Combs bought Overstreet’s first four polled cattle, sight unseen, from Mrs. Muriel Dunn, the 84-year old widow of Earl Dunn. Mrs. Dunn’s maiden name was Palmer, and the cattle were of the Palmer-Dunn strain.

After a year, Dunn was pleased enough with Combs’ work that she offered to sell her entire herd to the Kerr Center. Kerr Center President Jim Horne gave the go-ahead, and pushed for an immediate purchase, though it was already late December. “If these are the only polled ones,” he said,“I want to make sure we get them.”

So Combs and a Kerr Center crew spent one day driving to Dunn’s Mississippi farm, another day setting up pens, and loaded the animals early on the third day and made the trip back to Oklahoma.

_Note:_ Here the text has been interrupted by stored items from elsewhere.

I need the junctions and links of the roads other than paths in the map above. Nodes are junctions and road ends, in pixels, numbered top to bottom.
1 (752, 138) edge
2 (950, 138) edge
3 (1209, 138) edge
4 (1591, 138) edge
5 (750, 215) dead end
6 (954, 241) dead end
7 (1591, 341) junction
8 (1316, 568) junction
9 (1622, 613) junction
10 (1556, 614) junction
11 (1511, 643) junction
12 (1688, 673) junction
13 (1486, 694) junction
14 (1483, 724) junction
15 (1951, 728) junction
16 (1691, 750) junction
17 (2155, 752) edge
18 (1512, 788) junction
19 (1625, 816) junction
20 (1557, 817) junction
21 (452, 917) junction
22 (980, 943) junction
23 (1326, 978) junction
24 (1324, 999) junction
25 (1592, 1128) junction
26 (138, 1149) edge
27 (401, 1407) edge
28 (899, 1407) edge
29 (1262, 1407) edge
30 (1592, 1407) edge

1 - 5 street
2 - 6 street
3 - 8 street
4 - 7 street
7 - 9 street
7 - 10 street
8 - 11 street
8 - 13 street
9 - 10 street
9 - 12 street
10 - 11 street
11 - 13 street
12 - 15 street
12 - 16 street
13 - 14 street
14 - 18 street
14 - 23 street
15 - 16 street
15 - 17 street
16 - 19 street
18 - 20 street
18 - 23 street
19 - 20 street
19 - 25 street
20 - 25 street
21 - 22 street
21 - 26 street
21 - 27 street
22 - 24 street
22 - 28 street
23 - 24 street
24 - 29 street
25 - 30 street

Bad weather set in right after Christmas, proving the wisdom of the rushed trip.

Rascal, a rare polled Pineywoods bull from
the Palmer-Dunn strain.

Preserving to Produce

“There’s beginning to be more and more interest in Pineywoods,” Combs says, “especially among small farmers with about 50 acres who want a smaller cow with a gentle disposition.”

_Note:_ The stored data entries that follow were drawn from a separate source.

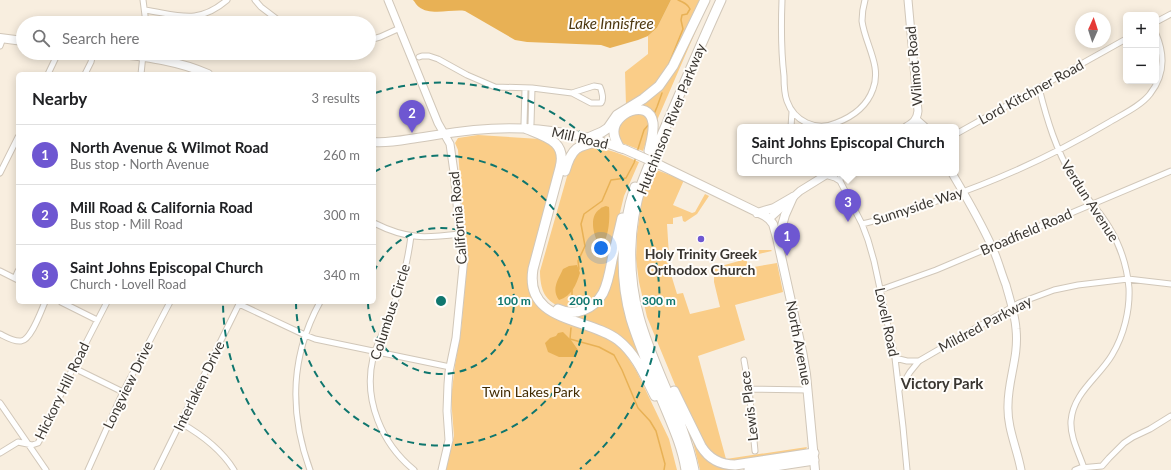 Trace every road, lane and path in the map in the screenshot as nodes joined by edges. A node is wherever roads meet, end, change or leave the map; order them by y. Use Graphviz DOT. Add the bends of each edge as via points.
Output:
graph roads {
  1 [pos="143,0"];
  2 [pos="227,0"];
  3 [pos="255,0"];
  4 [pos="388,0"];
  5 [pos="705,0"];
  6 [pos="714,0"];
  7 [pos="721,0"];
  8 [pos="782,0"];
  9 [pos="865,0"];
  10 [pos="908,0"];
  11 [pos="145,10"];
  12 [pos="1171,14"];
  13 [pos="145,16"];
  14 [pos="273,16"];
  15 [pos="1159,20"];
  16 [pos="400,28"];
  17 [pos="376,38"];
  18 [pos="1,41"];
  19 [pos="16,41"];
  20 [pos="1123,41"];
  21 [pos="1159,41"];
  22 [pos="419,57"];
  23 [pos="55,60"];
  24 [pos="91,60"];
  25 [pos="142,60"];
  26 [pos="162,60"];
  27 [pos="49,72"];
  28 [pos="86,72"];
  29 [pos="141,72"];
  30 [pos="202,72"];
  31 [pos="524,88"];
  32 [pos="532,88"];
  33 [pos="1038,88"];
  34 [pos="572,93"];
  35 [pos="524,107"];
  36 [pos="531,107"];
  37 [pos="792,112"];
  38 [pos="916,119"];
  39 [pos="791,124"];
  40 [pos="810,124"];
  41 [pos="834,124"];
  42 [pos="910,124"];
  43 [pos="922,124"];
  44 [pos="527,129"];
  45 [pos="959,132"];
  46 [pos="444,134"];
  47 [pos="588,138"];
  48 [pos="16,141"];
  49 [pos="600,141"];
  50 [pos="376,142"];
  51 [pos="622,148"];
  52 [pos="649,151"];
  53 [pos="1058,151"];
  54 [pos="1171,171"];
  55 [pos="0,173"];
  56 [pos="824,176"];
  57 [pos="831,176"];
  58 [pos="841,176"];
  59 [pos="954,176"];
  60 [pos="638,178"];
  61 [pos="840,182"];
  62 [pos="963,192"];
  63 [pos="794,197"];
  64 [pos="1091,204"];
  65 [pos="758,213"];
  66 [pos="769,220"];
  67 [pos="376,224"];
  68 [pos="862,224"];
  69 [pos="461,234"];
  70 [pos="412,236"];
  71 [pos="778,241"];
  72 [pos="991,247"];
  73 [pos="0,271"];
  74 [pos="16,279"];
  75 [pos="1128,280"];
  76 [pos="1171,284"];
  77 [pos="880,290"];
  78 [pos="44,304"];
  79 [pos="66,304"];
  80 [pos="106,304"];
  81 [pos="169,304"];
  82 [pos="239,304"];
  83 [pos="241,304"];
  84 [pos="319,304"];
  85 [pos="1013,307"];
  86 [pos="98,320"];
  87 [pos="0,334"];
  88 [pos="305,335"];
  89 [pos="375,351"];
  90 [pos="653,356"];
  91 [pos="895,358"];
  92 [pos="744,360"];
  93 [pos="919,361"];
  94 [pos="450,367"];
  95 [pos="74,368"];
  96 [pos="749,389"];
  97 [pos="808,390"];
  98 [pos="899,390"];
  99 [pos="123,392"];
  100 [pos="0,403"];
  101 [pos="1171,416"];
  102 [pos="180,423"];
  103 [pos="28,443"];
  104 [pos="755,452"];
  105 [pos="0,453"];
  106 [pos="814,456"];
  107 [pos="683,457"];
  108 [pos="1084,468"];
  109 [pos="1102,468"];
  110 [pos="46,470"];
  111 [pos="88,470"];
  112 [pos="157,470"];
  113 [pos="234,470"];
  114 [pos="310,470"];
  115 [pos="414,470"];
  116 [pos="442,470"];
  117 [pos="686,470"];
  118 [pos="694,470"];
  119 [pos="748,470"];
  120 [pos="815,470"];
  121 [pos="907,470"];
  122 [pos="1021,470"];
  123 [pos="1075,470"];
  1 -- 11 [label="street"];
  2 -- 11 [label="street" via="215,10 197,16"];
  3 -- 14 [label="street"];
  4 -- 16 [label="street, California Road"];
  5 -- 47 [label="highway" via="677,60 662,82 618,115 605,130"];
  6 -- 52 [label="highway, Hutchinson River Parkway"];
  7 -- 90 [label="highway, Hutchinson River Parkway" via="647,172 634,216 630,252 633,288 639,317"];
  8 -- 37 [label="street" via="781,46 787,100"];
  9 -- 41 [label="street" via="862,20 876,82 868,100 860,109"];
  10 -- 38 [label="street, Wilmot Road" via="918,108"];
  11 -- 13 [label="street"];
  12 -- 15 [label="street"];
  16 -- 17 [label="street"];
  16 -- 46 [label="street, California Road"];
  18 -- 19 [label="main road"];
  20 -- 33 [label="street, Lord Kitchner Road"];
  21 -- 53 [label="street, Sunnyside Way" via="1162,62 1159,78 1149,95 1137,105"];
  22 -- 31 [label="street" via="438,59 495,87"];
  23 -- 27 [label="street"];
  24 -- 28 [label="street"];
  25 -- 29 [label="street"];
  26 -- 30 [label="main road"];
  31 -- 32 [label="street"];
  31 -- 35 [label="street"];
  32 -- 34 [label="street"];
  32 -- 36 [label="street"];
  33 -- 45 [label="street, Lord Kitchner Road"];
  33 -- 53 [label="street, Verdun Avenue"];
  34 -- 34 [label="street" via="591,103 602,102 601,89 598,86"];
  35 -- 36 [label="street"];
  35 -- 44 [label="street" via="524,124"];
  36 -- 44 [label="street" via="531,124"];
  37 -- 39 [label="street"];
  37 -- 40 [label="street"];
  38 -- 42 [label="street, Wilmot Road"];
  38 -- 43 [label="street"];
  44 -- 46 [label="main road, Mill Road" via="497,128"];
  44 -- 47 [label="main road, Mill Road"];
  44 -- 107 [label="highway" via="554,141 559,147 562,159 533,269 532,282 536,296 551,312 604,332 628,349 644,374"];
  46 -- 50 [label="main road, Mill Road"];
  46 -- 69 [label="street, California Road" via="450,144"];
  47 -- 49 [label="main road, Mill Road"];
  48 -- 55 [label="street"];
  49 -- 51 [label="main road, Mill Road"];
  49 -- 60 [label="highway" via="577,148 566,168 537,274 541,294 553,307 566,312 578,312 592,306 599,299 605,289 625,206"];
  51 -- 52 [label="highway" via="614,135 616,124 626,113 639,109 647,112 653,122"];
  51 -- 65 [label="main road, Mill Road, bridge"];
  52 -- 60 [label="highway, Hutchinson River Parkway"];
  53 -- 62 [label="street, Sunnyside Way"];
  53 -- 64 [label="street, Verdun Avenue"];
  54 -- 64 [label="street, Broadfield Road"];
  56 -- 63 [label="street"];
  57 -- 61 [label="street"];
  58 -- 61 [label="street"];
  59 -- 62 [label="street"];
  60 -- 107 [label="highway, Hutchinson River Parkway" via="625,234 623,260 626,291 636,334"];
  61 -- 68 [label="street, Lovell Road"];
  62 -- 68 [label="street, Sunnyside Way"];
  62 -- 72 [label="street"];
  63 -- 65 [label="main road"];
  63 -- 66 [label="street"];
  63 -- 71 [label="main road" via="785,215"];
  64 -- 72 [label="street, Broadfield Road"];
  64 -- 75 [label="street, Verdun Avenue" via="1117,242"];
  65 -- 66 [label="main road, Mill Road"];
  66 -- 71 [label="main road, North Avenue" via="774,226"];
  67 -- 70 [label="street"];
  68 -- 77 [label="street, Lovell Road"];
  69 -- 70 [label="street" via="427,238"];
  69 -- 94 [label="street, California Road" via="464,257 456,338"];
  70 -- 89 [label="street, Columbus Circle" via="399,291"];
  71 -- 97 [label="main road, North Avenue"];
  72 -- 77 [label="street, Broadfield Road"];
  72 -- 85 [label="street"];
  73 -- 74 [label="street"];
  75 -- 76 [label="street, Mildred Parkway"];
  75 -- 85 [label="street, Mildred Parkway" via="1067,287"];
  75 -- 108 [label="street, Verdun Avenue" via="1127,312 1118,342 1112,356 1080,396 1071,421 1073,438"];
  77 -- 91 [label="street, Lovell Road"];
  78 -- 87 [label="street" via="24,340 17,341"];
  79 -- 86 [label="street"];
  80 -- 86 [label="street, Hickory Hill Road"];
  81 -- 99 [label="street, Longview Drive"];
  82 -- 102 [label="street, Interlaken Drive"];
  83 -- 88 [label="street"];
  84 -- 88 [label="street"];
  85 -- 93 [label="street, Mildred Parkway"];
  85 -- 122 [label="street" via="1017,340 1008,412 1010,431"];
  86 -- 95 [label="street, Hickory Hill Road"];
  88 -- 89 [label="street"];
  88 -- 114 [label="street" via="296,375 296,406 301,440"];
  89 -- 94 [label="street"];
  89 -- 115 [label="street, Columbus Circle" via="370,382 373,407 390,444"];
  90 -- 106 [label="highway" via="701,446 714,460 726,465 735,465"];
  90 -- 118 [label="highway, Hutchinson River Parkway" via="686,438"];
  91 -- 93 [label="street"];
  91 -- 98 [label="street, Lovell Road"];
  92 -- 96 [label="street, Lewis Place"];
  93 -- 98 [label="street, Mildred Parkway"];
  94 -- 116 [label="street, California Road" via="447,394 449,440"];
  95 -- 99 [label="street"];
  95 -- 103 [label="street, Hickory Hill Road" via="42,436 36,444"];
  96 -- 97 [label="street"];
  96 -- 104 [label="street, Lewis Place"];
  97 -- 106 [label="main road, North Avenue"];
  98 -- 121 [label="street, Lovell Road"];
  99 -- 111 [label="street, Longview Drive"];
  100 -- 103 [label="street"];
  101 -- 109 [label="street" via="1124,443 1108,458"];
  102 -- 112 [label="street, Interlaken Drive"];
  102 -- 113 [label="street" via="215,447"];
  103 -- 105 [label="street, Hickory Hill Road" via="16,442"];
  103 -- 110 [label="street"];
  106 -- 119 [label="highway"];
  106 -- 120 [label="main road, North Avenue"];
  107 -- 117 [label="highway, Hutchinson River Parkway"];
  108 -- 109 [label="street"];
  108 -- 123 [label="street"];
}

Pineywoods Cattle Manager Mary Penick agrees, noting that the cattle are gentle both as a breed characteristic and as a result of daily handling in the ranches’ rotational grazing systems.

“The niche might be people who like Longhorns but get tired of dealing with them,” she observes.

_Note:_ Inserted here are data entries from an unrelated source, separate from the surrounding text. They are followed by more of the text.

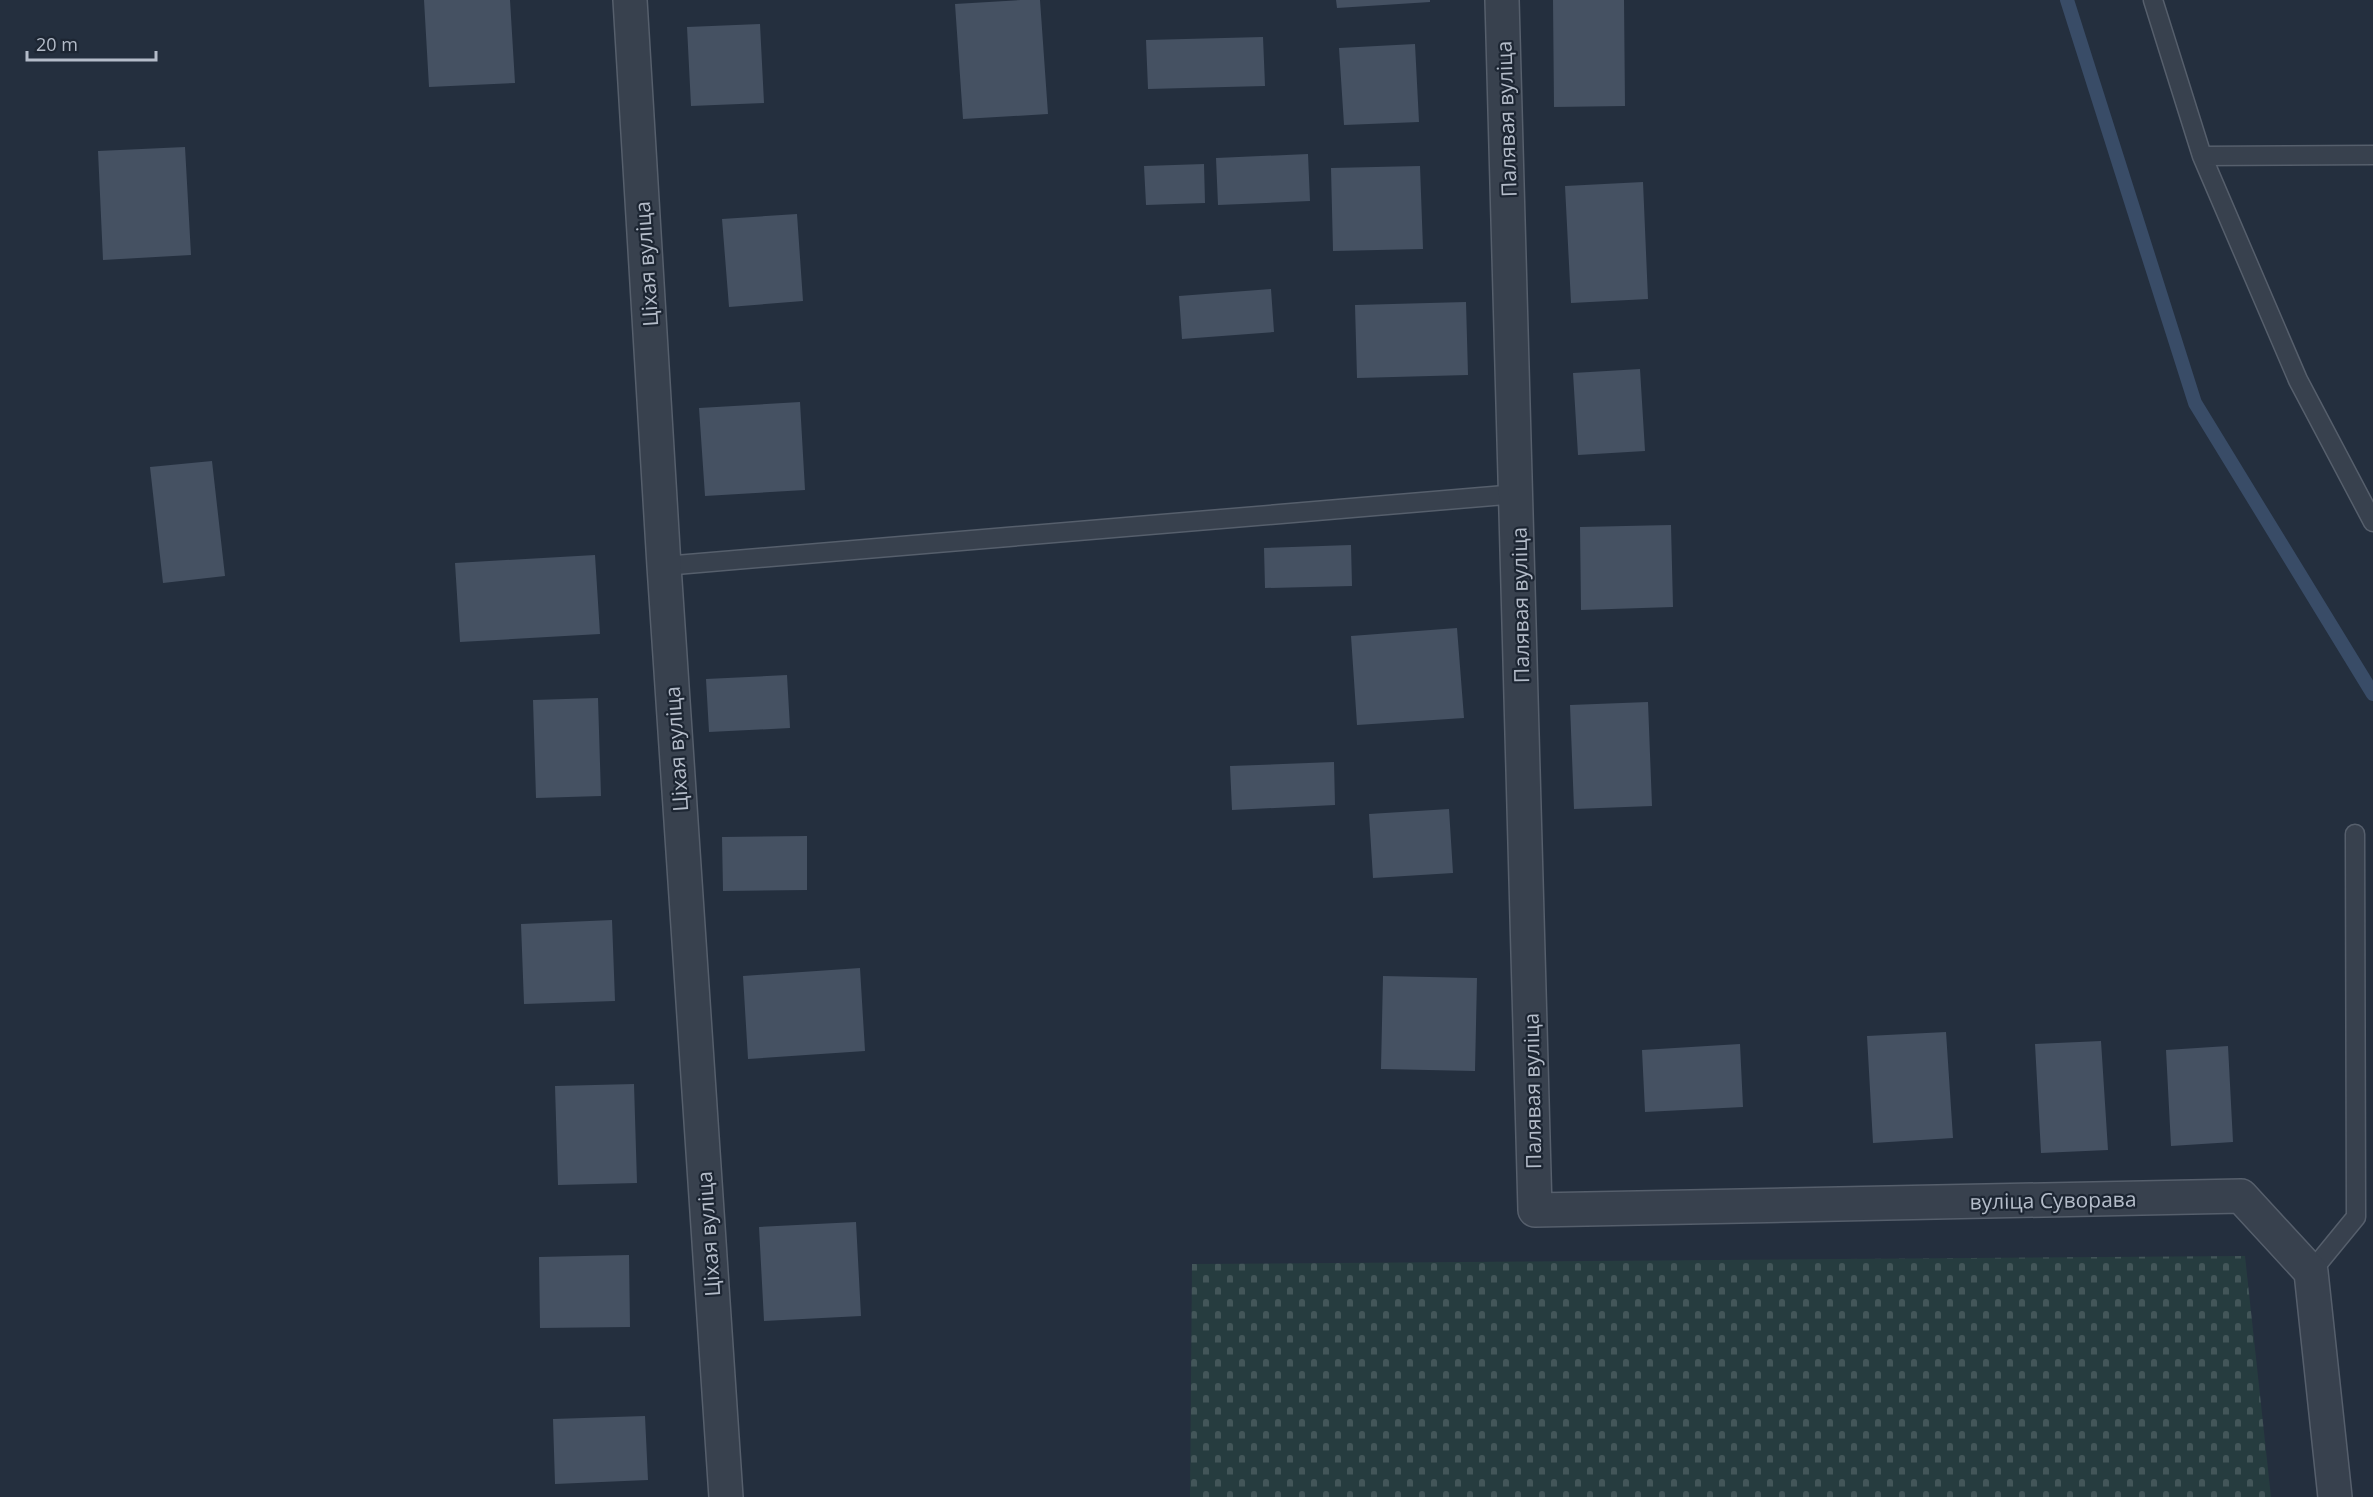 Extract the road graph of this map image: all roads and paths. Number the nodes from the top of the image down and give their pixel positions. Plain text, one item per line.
1 (630, 0) edge
2 (1502, 0) edge
3 (2153, 0) edge
4 (2373, 155) edge
5 (2202, 156) junction
6 (1517, 494) junction
7 (2373, 522) edge
8 (664, 566) junction
9 (2355, 834) dead end
10 (1535, 1210) joint
11 (2311, 1272) junction
12 (726, 1497) edge
13 (2334, 1497) edge

1 - 8 street, Ціхая вуліца
2 - 6 street, Палявая вуліца
3 - 5 lane
4 - 5 lane
5 - 7 lane
6 - 8 lane
6 - 10 street, Палявая вуліца
8 - 12 street, Ціхая вуліца
9 - 11 lane
10 - 11 street, вуліца Суворава
11 - 13 street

Penick manages a separate Pineywoods herd, at the Kerr Center Stewardship Ranch in Poteau, that was split off from the Overstreet herd at the beginning of 2006. The Stewardship Ranch herd now counts a total of 73 animals.

But while the Overstreet herd is devoted to the conservation and preservation of a particular Pineywoods strain and traits, work with the Stewardship Ranch herd is aimed more at developing animals that perform well on grass from a mixture of strains, as well as markets for those animals and their meat.

D.P. Sponenberg, a veterinarian who works closely with the ALBC and has consulted with the Kerr Center on its Pineywoods program, confirms this approach. “If conservation is successful and the numbers of the various strains stabilize,” he writes, “then it is possible and also wise to use cattle in breeding herds that are tailored as much for production as for conservation.”

“Composites should be developed and production characterized. This is important for the entire breed, because the breed has a secure future to the extent that production-minded breeders take it seriously and use it for its main strengths.”

A Taste of the Future

Penick summarizes the rationale for her efforts with the Stewardship ranch Pineywoods herd in plainer terms: “You’re never going to save a breed if they’re just hobby cattle.”

With Combs working at Overstreet to preserve the Carter-Baylis genetics and introduce the polled trait into that strain, Penick is free to use combinations of both Carter-Baylis and other strains at the Stewardship Ranch to find a mix that produces optimally on grass.

The Stewardship Ranch herd birthed its third crop of calves in 2007. Penick anticipates marketing the meat from the herd within the next five years or so. During the same timeframe, there are plans to set up satellite production herds of Pineywoods cattle in southeastern Oklahoma as well as southeast Texas.
“The ultimate goal of this project is to find uses for Pineywoods cattle that will entice others to raise these cattle,” she says. “This will spread the genetics of these cattle and reduce the risk of losing the breed.” There is already a list of people waiting to buy and show Pineywoods cattle, she adds.

A recent lecture by Jim Horne carried the title, “Honoring the Past - Anticipating New Futures in Agriculture.” That phrase captures in a nutshell the key elements of the Kerr Center’s mission that are embodied in the Pineywoods project.

Preserving the genetic diversity of crops and livestock is a critical safeguard against increasing genetic uniformity. It’s a line cast to the past not out of nostalgia, but rather from a keenly pragmatic assessment of the future needs of sustainable agriculture.